Innerspace repose en somme sur une double-concavité et c’est précisément là que réside son génie : dans son habilité à mettre en scène deux personnages qui sont à la fois complètement étrangers et intimement fusionnés, vecteurs de la symbiose bilatérale de deux univers savoureux, peuplés de gangsters pittoresques et de muqueuses démesurées. Les scènes d’action comédiques à la
Looney Tunes nourrissent ainsi constamment les scènes d’aventures intraspatiales à valeur plastique, la nature contemporaine et prosaïque du récit externe nourrit le caractère rétrofantastique du récit interne, le travail de caméra exemplaire propre au cinéma dantesque nourrit son flair pour la direction artistique, et l’humour burlesque de Martin Short nourrit l’humour railleur de Dennis Quaid. C’est une biomécanique parfaite, au même titre que la mécanique relationnelle des personnages, et on lui doit les plus saisissantes séquences d’action mises en scène par Dante depuis les jours bénis de
Piranha (1978), jusqu’à ceux de
Small Soldiers (1998).
Texte :
Olivier Thibodeau
THE SECOND CIVIL WAR
Joe Dante | États-Unis | 1997
Plus de vingt ans après sa sortie pour HBO,
The Second Civil War, une satire d’anticipation politique aux pays des États-Unis, se rapproche dangereusement du domaine du possible et de l’actualité. En réponse à une trop forte hausse d’immigration, le gouverneur de l’état de l’Idaho (Beau Bridges) décide de fermer ses frontières aux réfugiés. Visions d’horreurs, enfants crottés et sans-abri, orphelins refoulés (presque dans des cages). Mais tous ne s’accordent pas sur la façon de gérer la crise de l’immigration, et le Président des États-Unis, non par grandeur d’âme mais plutôt pour s’assurer des votes, va jusqu’à dépêcher l’Armée américaine pour tenir tête à la Garde nationale de l’Idaho. Le scénario se déploie comme un cha-cha-cha, à trois temps, avec comme dernier antagoniste les chaînes de télévision, qui créent de l’interférence à force de vouloir s’arracher des primeurs et mettre leur grain de sable dans l’engrenage politique. Il est tout de même décevant de constater que si la satire n’épargne rien, la pauvre femme reste une fatale qui perd de plus en plus de pouvoir sauf celui de provoquer jusqu’au chaos avec sa simple beauté. Mais en dépit de ce personnage de Cristina, la reporter mexicaine autour de laquelle le scénario s’égare (sur des airs de
soap-opera), en plus de lui enlever une position politique propre, cette comédie noire possède un rythme réglé au quart de tour, des revirements de situation savoureux, et une vision d’une acuité surprenante sur la politique étatsunienne, aiguisée au scalpel.
Texte :
Caroline Louisseize
THE HOWLING
Joe Dante | États-Unis | 1981
En coopération avec la police, Karen, une journaliste de la télévision, sert d’appât pour capturer un tueur en série qui s’intéresse à elle en acceptant de le rencontrer dans un cinéma porno (le tout digne d’un film d’Abel Ferrara des premiers temps) où le tueur en vient à être tué par les forces de l’ordre. Suite au trauma de Karen et à l’amnésie qui s’en suit, son thérapeute lui suggère d’aller faire un séjour dans « La Colonie », un centre isolé en forêt où d’autres patients cherchent le repos. Elle découvrira rapidement que ces patients sont aussi des loups-garous…

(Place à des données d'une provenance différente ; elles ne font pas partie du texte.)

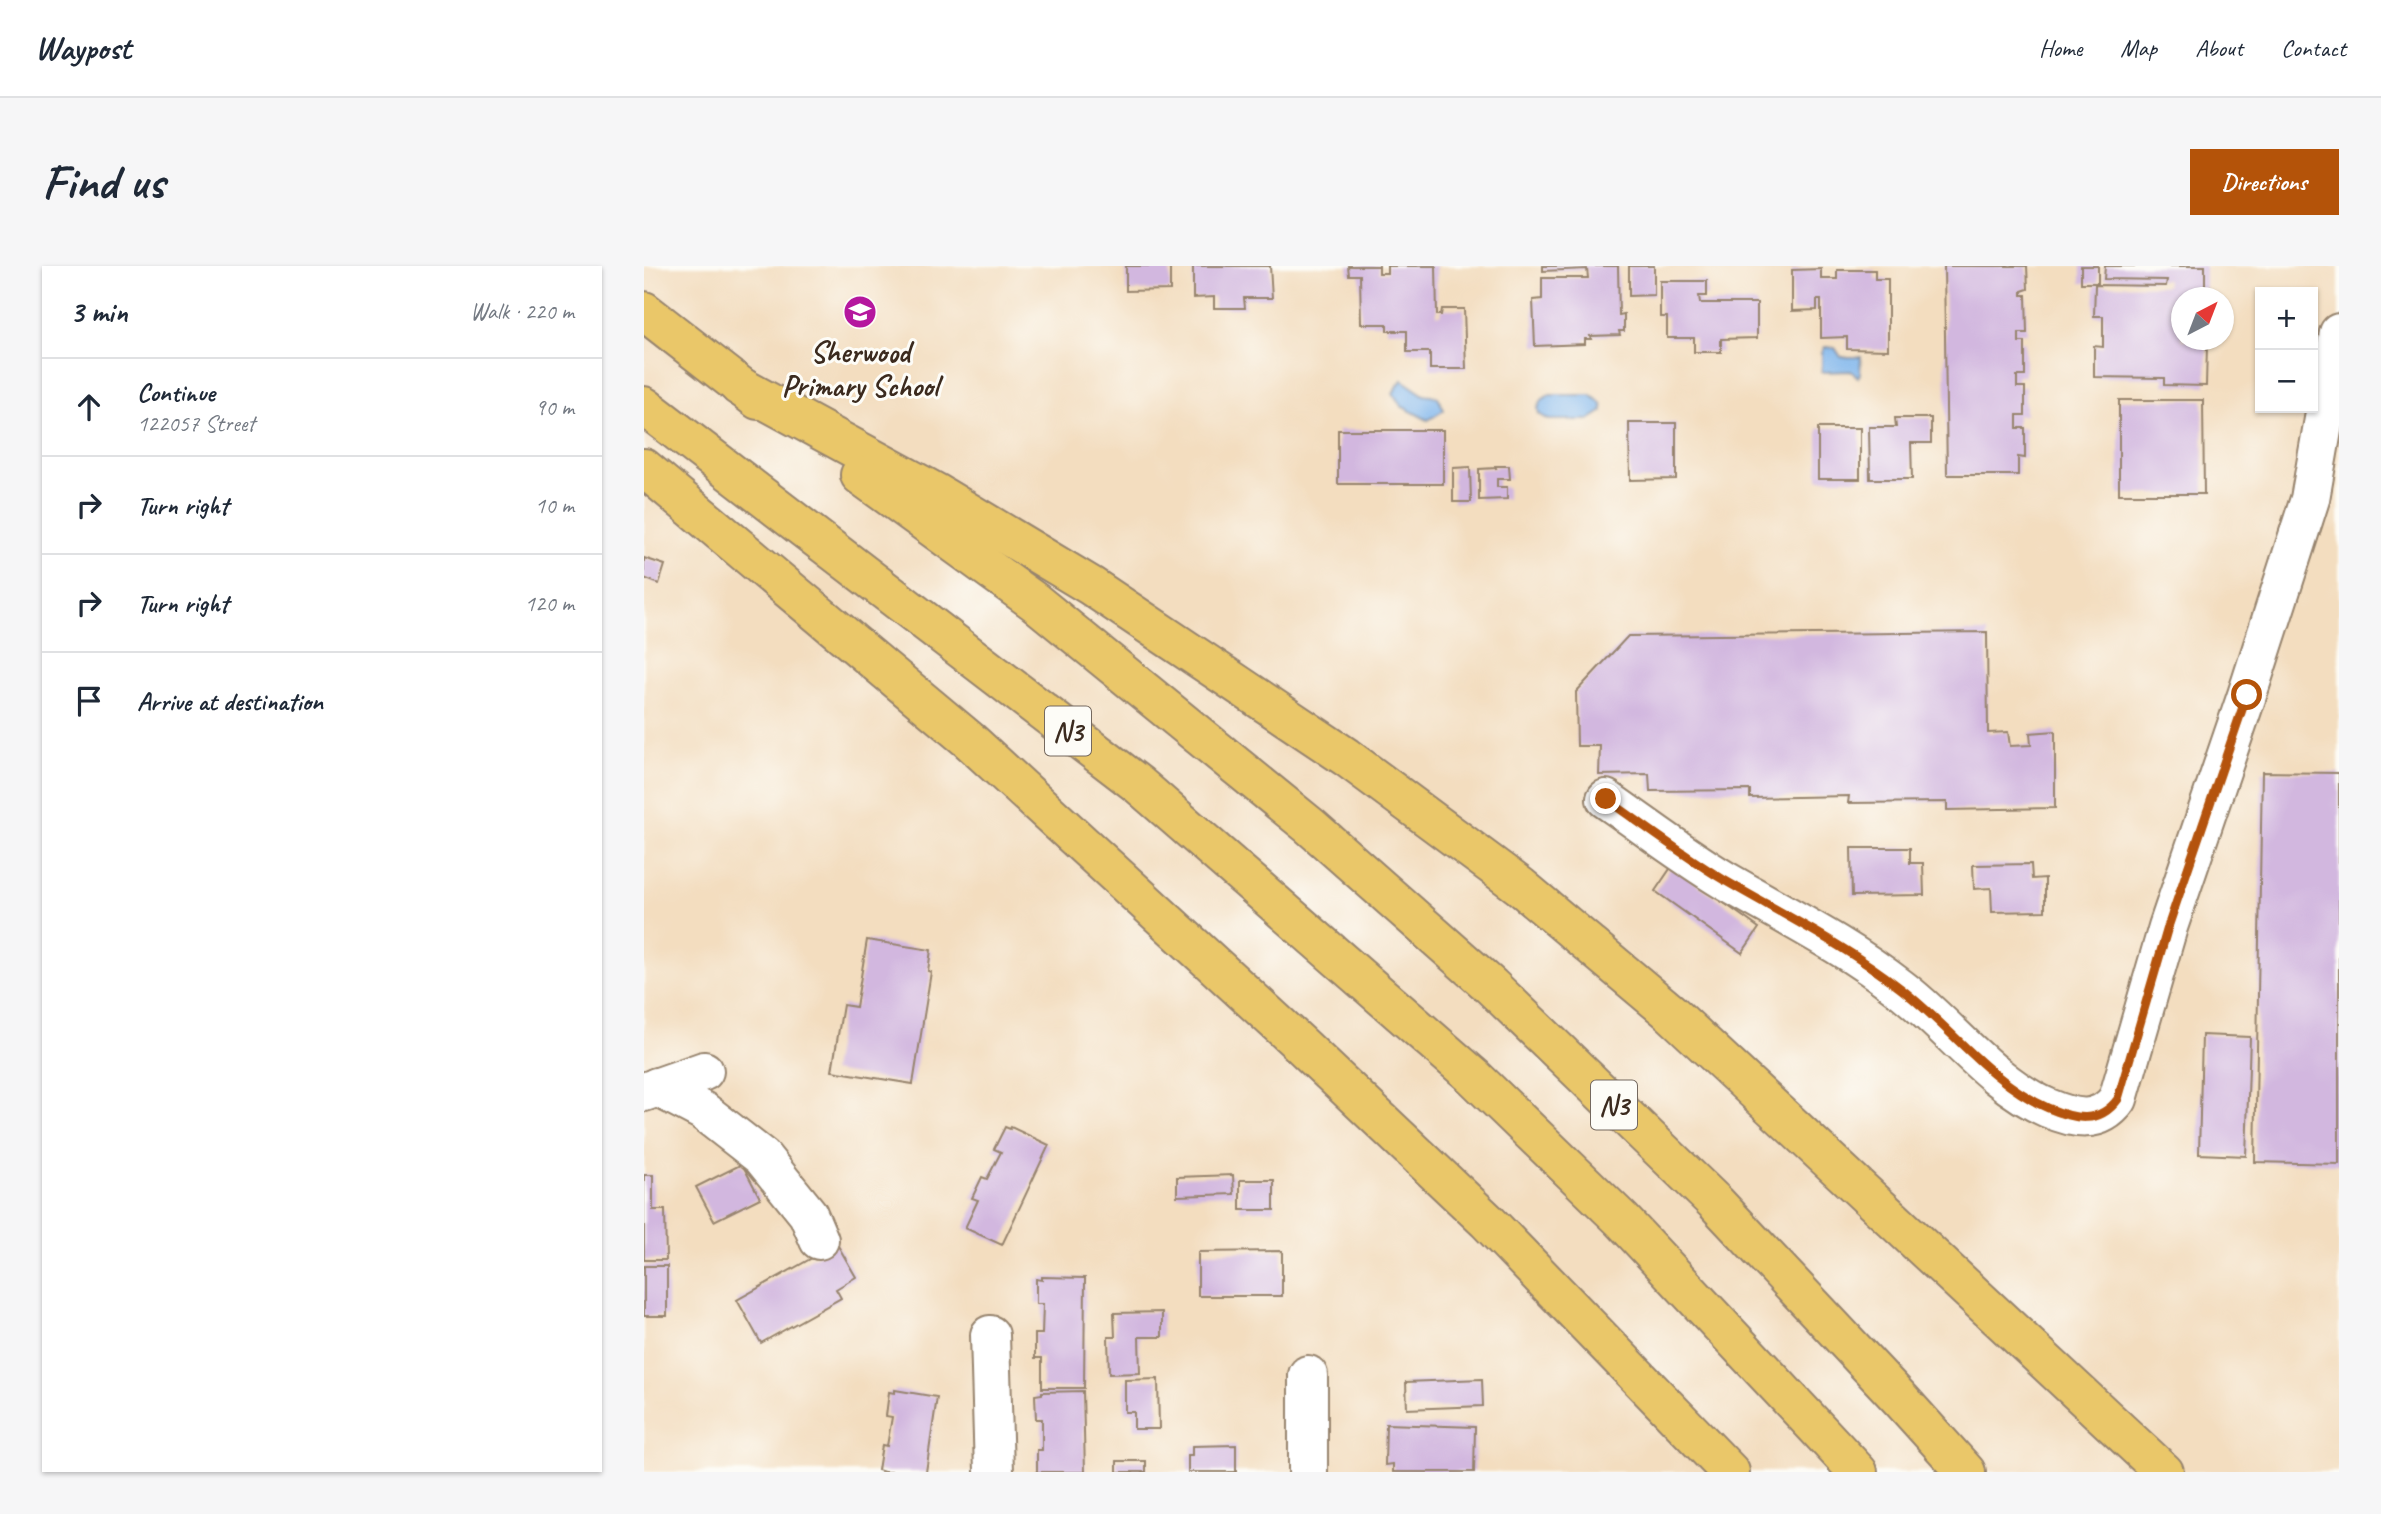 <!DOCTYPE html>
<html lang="en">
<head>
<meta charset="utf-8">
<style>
	:root { --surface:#fff; --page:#f6f6f7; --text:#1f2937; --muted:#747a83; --line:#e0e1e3; --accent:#b45309 }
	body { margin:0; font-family:Caveat,sans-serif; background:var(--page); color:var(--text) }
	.controls { position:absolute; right:21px; top:21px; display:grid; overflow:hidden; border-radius:0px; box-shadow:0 2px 5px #0004 }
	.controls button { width:63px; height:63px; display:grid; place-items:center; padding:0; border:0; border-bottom:2px solid var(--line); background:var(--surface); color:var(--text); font:35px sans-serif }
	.compass { position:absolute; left:1527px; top:21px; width:63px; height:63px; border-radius:50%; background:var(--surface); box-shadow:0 2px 5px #0004; rotate:42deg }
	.stop { position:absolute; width:21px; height:21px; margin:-16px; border:5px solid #b45309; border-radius:50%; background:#fff }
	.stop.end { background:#b45309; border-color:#fff; box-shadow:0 2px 7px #0008 }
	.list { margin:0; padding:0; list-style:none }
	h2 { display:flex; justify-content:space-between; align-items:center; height:91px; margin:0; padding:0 28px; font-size:30px }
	h2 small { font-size:23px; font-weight:400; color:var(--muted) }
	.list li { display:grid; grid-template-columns:46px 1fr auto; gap:21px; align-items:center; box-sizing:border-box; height:98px; padding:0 28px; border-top:2px solid var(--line) }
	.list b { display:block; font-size:26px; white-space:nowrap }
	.list p { margin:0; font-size:23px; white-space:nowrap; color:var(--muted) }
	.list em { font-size:23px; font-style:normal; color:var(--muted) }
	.icon { flex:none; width:38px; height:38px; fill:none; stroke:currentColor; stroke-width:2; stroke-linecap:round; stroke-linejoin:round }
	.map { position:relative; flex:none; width:1695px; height:1206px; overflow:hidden; border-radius:0px }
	header { display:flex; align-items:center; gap:42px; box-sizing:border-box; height:98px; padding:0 35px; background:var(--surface); border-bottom:2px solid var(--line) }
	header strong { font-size:33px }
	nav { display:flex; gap:38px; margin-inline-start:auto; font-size:24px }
	.intro { display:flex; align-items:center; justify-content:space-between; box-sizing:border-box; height:168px; padding:0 42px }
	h1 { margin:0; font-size:49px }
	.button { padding:18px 32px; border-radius:0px; background:var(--accent); color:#fff; font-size:24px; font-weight:700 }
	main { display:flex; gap:42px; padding:0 42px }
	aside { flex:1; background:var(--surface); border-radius:0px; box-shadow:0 2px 5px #0004 }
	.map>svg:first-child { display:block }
	.water { fill:#7bb3eb; stroke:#5b6e84; stroke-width:2 }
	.building { fill:#d2b7df }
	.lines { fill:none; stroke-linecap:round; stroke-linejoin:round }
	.minor-casing { stroke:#97846e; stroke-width:42 }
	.highway-casing { stroke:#97846e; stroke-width:42 }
	.minor { stroke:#fff; stroke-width:38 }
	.highway { stroke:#eac769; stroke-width:38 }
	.route { stroke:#b45309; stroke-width:9 }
	.labels { text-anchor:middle; stroke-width:6; stroke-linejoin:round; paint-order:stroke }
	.shield { fill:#fdfcf7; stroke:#75695f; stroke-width:2 }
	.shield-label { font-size:28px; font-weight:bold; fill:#3b2a1e }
	.poi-label { font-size:30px; font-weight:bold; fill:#3b2a1e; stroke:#fdfcf7 }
</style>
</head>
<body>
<header>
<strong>Waypost</strong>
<nav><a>Home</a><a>Map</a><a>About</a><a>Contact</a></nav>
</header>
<div class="intro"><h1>Find us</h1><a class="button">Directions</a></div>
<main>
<aside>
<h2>3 min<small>Walk · 220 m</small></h2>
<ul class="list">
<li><svg class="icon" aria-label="ahead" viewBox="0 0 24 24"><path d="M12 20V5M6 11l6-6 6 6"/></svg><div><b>Continue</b><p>122057 Street</p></div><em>90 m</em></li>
<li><svg class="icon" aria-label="right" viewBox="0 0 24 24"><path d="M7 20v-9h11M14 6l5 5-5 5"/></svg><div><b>Turn right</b></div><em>10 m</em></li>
<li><svg class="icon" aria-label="right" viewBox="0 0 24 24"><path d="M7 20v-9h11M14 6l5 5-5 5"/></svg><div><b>Turn right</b></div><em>120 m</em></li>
<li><svg class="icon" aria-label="arrive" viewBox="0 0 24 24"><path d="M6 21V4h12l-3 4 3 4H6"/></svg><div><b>Arrive at destination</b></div></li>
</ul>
</aside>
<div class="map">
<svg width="1695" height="1206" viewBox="0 0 1695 1206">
	<rect width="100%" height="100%" fill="#fdfcf7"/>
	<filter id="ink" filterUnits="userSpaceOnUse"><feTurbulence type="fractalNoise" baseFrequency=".0143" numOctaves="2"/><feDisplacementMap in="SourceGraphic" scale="14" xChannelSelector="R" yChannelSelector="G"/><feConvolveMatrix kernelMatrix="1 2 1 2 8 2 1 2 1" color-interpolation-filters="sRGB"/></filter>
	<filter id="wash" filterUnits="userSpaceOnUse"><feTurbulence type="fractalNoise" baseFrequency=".00686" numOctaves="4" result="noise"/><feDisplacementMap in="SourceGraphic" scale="28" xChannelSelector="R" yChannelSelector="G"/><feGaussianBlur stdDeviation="1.57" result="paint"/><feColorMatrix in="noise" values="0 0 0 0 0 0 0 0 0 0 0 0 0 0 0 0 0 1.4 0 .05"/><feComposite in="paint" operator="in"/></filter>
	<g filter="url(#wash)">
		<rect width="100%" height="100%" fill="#f3ddbf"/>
		<g class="water">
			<polygon points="1181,81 1191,82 1197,91 1217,91 1216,108 1214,111 1207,105 1178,106 1178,87"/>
			<polygon points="758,114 780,129 794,131 800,144 784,154 757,140 749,127"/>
			<polygon points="905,129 947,129 958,138 959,145 945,154 905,154 895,148 894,142 898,134"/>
		</g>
		<g id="blocks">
			<g class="building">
				<polygon points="482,0 526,0 526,24 482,25"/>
				<polygon points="549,0 626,0 628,32 600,32 601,42 570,42 570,31 549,32"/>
				<polygon points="704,0 735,0 735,7 743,7 743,0 792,0 793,49 797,49 798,43 820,43 822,103 786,103 786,86 763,86 763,65 743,65 743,58 717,58 716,9 705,9"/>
				<polygon points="899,0 974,0 975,49 980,48 980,65 975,65 976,69 946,70 947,73 941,73 941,78 891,80 889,34 898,33 898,12 944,12 943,3 899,5"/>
				<polygon points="985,0 1010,0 1010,29 985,30"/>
				<polygon points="1300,0 1383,0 1384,23 1378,25 1378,29 1382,29 1383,67 1375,67 1375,76 1381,76 1381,110 1373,110 1373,121 1381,121 1381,149 1373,149 1373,162 1381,162 1381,192 1374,191 1374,209 1303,209"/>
				<rect x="1437" y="0" width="17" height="17"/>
				<polygon points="1461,0 1561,0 1561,32 1538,32 1538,74 1553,74 1553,79 1563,79 1562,120 1520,119 1520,112 1450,111 1450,80 1459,81 1459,50 1450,50 1451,19 1522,20 1523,14 1460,13"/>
				<polygon points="1177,3 1177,13 1193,13 1193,4 1231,4 1231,13 1244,13 1244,84 1203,83 1203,71 1177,72 1177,34 1173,34 1173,44 1148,45 1148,4"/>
				<polygon points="1016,15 1063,15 1063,30 1055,30 1056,37 1113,37 1113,72 1077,73 1077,86 1050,86 1050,72 1023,72 1023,51 1016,51"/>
				<polygon points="1475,134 1559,134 1560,228 1475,228"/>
				<polygon points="1251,152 1287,152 1287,177 1267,177 1268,213 1226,213 1225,161 1252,161"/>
				<polygon points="985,157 1032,157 1032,213 986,214"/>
				<rect x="1174" y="162" width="42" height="51"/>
				<rect x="694" y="164" width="105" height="54"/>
				<polygon points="851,200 865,200 866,213 853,213 853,221 863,221 863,233 835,234 835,203 852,202"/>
				<polygon points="826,201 827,236 809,236 809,202"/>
				<polygon points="0,292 21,299 15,318 0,312"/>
				<polygon points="1343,366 1344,467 1364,466 1366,480 1387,479 1386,467 1411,465 1411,542 1303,544 1303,536 1204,537 1205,530 1106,532 1106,524 1006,525 1005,508 955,509 956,480 933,480 932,426 984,370"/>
				<polygon points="1618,506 1695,507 1695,898 1611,896"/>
				<polygon points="1207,582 1266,582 1266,597 1279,597 1280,629 1208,630"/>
				<polygon points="1387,598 1388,613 1401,612 1401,645 1348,646 1347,622 1330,623 1329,599"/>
				<polygon points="1028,600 1115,662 1098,687 1011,625"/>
				<polygon points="223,674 287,684 284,705 287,706 269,818 188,805 199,739 212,741"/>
				<polygon points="1558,769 1606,771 1602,890 1555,888"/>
				<polygon points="361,861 366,863 367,861 405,879 358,979 321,962 334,934 328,932 338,911 343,913 357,886 350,883"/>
				<polygon points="98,898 116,932 70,955 52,921"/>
				<polygon points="0,909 9,909 9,944 21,944 22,994 0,994"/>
				<polygon points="589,909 590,928 533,930 533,911"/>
				<rect x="596" y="914" width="34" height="30"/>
				<polygon points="193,978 212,1011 192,1023 197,1032 117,1077 93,1034"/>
				<polygon points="638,985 638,1030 554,1030 554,986"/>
				<rect x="0" y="1000" width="23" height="50"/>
				<polygon points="398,1011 441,1012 440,1122 398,1122 398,1092 391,1092 391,1068 398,1068 399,1038 392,1038 392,1013 398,1014"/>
				<polygon points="518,1046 518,1071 495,1071 496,1107 465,1108 464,1071 471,1071 470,1047"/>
				<polygon points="514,1113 515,1163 490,1163 490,1146 481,1146 481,1114"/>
				<polygon points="838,1113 839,1140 763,1143 762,1116"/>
				<polygon points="251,1124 293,1131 282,1206 240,1206 234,1204 238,1179 243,1180 248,1151 242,1150 245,1126 251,1127"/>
				<polygon points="439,1125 441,1206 393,1206 393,1184 398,1184 398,1153 392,1153 391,1129 398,1128 398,1126"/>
				<polygon points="742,1158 831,1161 830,1206 749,1206 749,1198 741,1199"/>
				<polygon points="592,1179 592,1206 544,1206 544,1189 548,1189 548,1180"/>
				<rect x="473" y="1195" width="29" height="11"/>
			</g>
		</g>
	</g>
	<g filter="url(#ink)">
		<use href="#blocks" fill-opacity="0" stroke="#97846e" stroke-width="2"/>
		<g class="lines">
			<defs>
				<g id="minor">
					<path d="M962 533C1001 560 1040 590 1080 614 1140 649 1201 679 1256 722 1306 760 1345 816 1404 842 1430 853 1455 859 1474 833L1524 661 1603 429 1666 233 1695 67"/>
					<polyline points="13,821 59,845 118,891 164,948 175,974"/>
					<polyline points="0,826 60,805"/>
					<polyline points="346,1069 350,1206"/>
					<polyline points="664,1109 664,1206"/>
				</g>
				<g id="highway">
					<polyline points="0,45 114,134"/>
					<polyline points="95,120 294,228 447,320 702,491 876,620 1027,747 1520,1206"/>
					<polyline points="0,140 495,519 830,811 978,954 1214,1206"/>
					<polyline points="0,202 325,474 655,777 843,955 1086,1206"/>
					<polyline points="216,209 391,336 666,560 847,720 1072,937 1258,1135 1322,1206"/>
				</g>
			</defs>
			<use href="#minor" class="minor-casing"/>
			<use href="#highway" class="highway-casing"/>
			<use href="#minor" class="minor"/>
			<use href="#highway" class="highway"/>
		</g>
	</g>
	<g class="lines" filter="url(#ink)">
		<path class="route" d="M962 533C1001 560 1040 590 1080 614 1140 649 1201 679 1256 722 1306 760 1345 816 1404 842 1430 853 1455 859 1474 833L1524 661 1603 429"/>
	</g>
	<defs>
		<symbol id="school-disc" viewBox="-11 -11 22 22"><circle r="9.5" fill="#b5179e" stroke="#fdfcf7"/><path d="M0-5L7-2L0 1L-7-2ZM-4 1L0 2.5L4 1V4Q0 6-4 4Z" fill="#fff"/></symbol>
	</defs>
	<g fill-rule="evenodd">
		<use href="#school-disc" x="197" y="27" width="38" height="38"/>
	</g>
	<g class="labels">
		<g class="shield">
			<rect x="401" y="440.5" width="46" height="49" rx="5"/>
			<rect x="947" y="814.5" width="46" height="49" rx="5"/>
		</g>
		<g class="shield-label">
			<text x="424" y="475">N3</text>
			<text x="970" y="849">N3</text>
		</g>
		<g class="poi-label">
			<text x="216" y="96">Sherwood<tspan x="216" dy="34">Primary School</tspan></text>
		</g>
	</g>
</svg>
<div class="controls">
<button>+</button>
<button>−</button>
</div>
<svg class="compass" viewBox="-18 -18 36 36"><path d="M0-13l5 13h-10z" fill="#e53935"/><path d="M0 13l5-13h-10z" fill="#747a83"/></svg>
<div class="stop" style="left:1603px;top:429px"></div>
<div class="stop end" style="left:962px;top:533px"></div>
</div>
</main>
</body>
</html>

The Howling est le premier film de Joe Dante à avoir un budget plus considérable, à sortir de la compagnie de Roger Corman pour aller ailleurs, mais surtout à entrer dans la décennie qui le verra devenir populaire.
Plus encore,
The Howling parvient à faire le pont entre la tradition (qui inspire Dante) et la modernité (qu’il trace) du film de genre : le générique d’ouverture s’effectue sur un écran de télévision perdant son signal, rappelant les épisodes de
Twilight Zone et se termine, à l’opposé, avec un générique de fin qui déroule sur une image très claire et affirmée d’une pièce de viande juteuse qui cuit. On passe de la subtilité dans l’horreur à l’image graphique de l’horreur, de l’inquiétante étrangeté à la chair transformée, de la terreur urbaine des grandes villes à l’horreur folklorique des régions. Joe Dante s’efforce d’amorcer son film dans ce qui se rapproche le plus du slasher urbain malsain afin de faire entrer lentement le surnaturel dans son film, amenant subtilement (et non sans humour) le spectateur vers le film de monstre qu’il vise.
Texte :
David Fortin
GREMLINS
Joe Dante | États-Unis | 1984
Plus que tout autre film du cinéaste,
Gremlins confirme ce rôle de pendant subversif qu’aura occupé Joe Dante dans la « constellation Spielberg » et dans le paysage du cinéma populaire américain tout au long des années 1980. Critique du consumérisme déguisée en conte de Noël déjanté, le film se glisse insidieusement parmi les cadeaux pour semer le doute et faire régner une anarchie salutaire.
Figure attachante comptant sans contredit parmi les créatures les plus adorables de l’histoire du cinéma de genre, Gizmo est au fond la victime impuissante de ce rituel annuel le réduisant à cet état de « bébelle » auquel fait explicitement référence son nom. Le pauvre mogwai est transformé en objet par l’esprit des fêtes, les gens qui l’achètent croyant se dédouaner par cette simple transaction de toute responsabilité envers l’animal adopté.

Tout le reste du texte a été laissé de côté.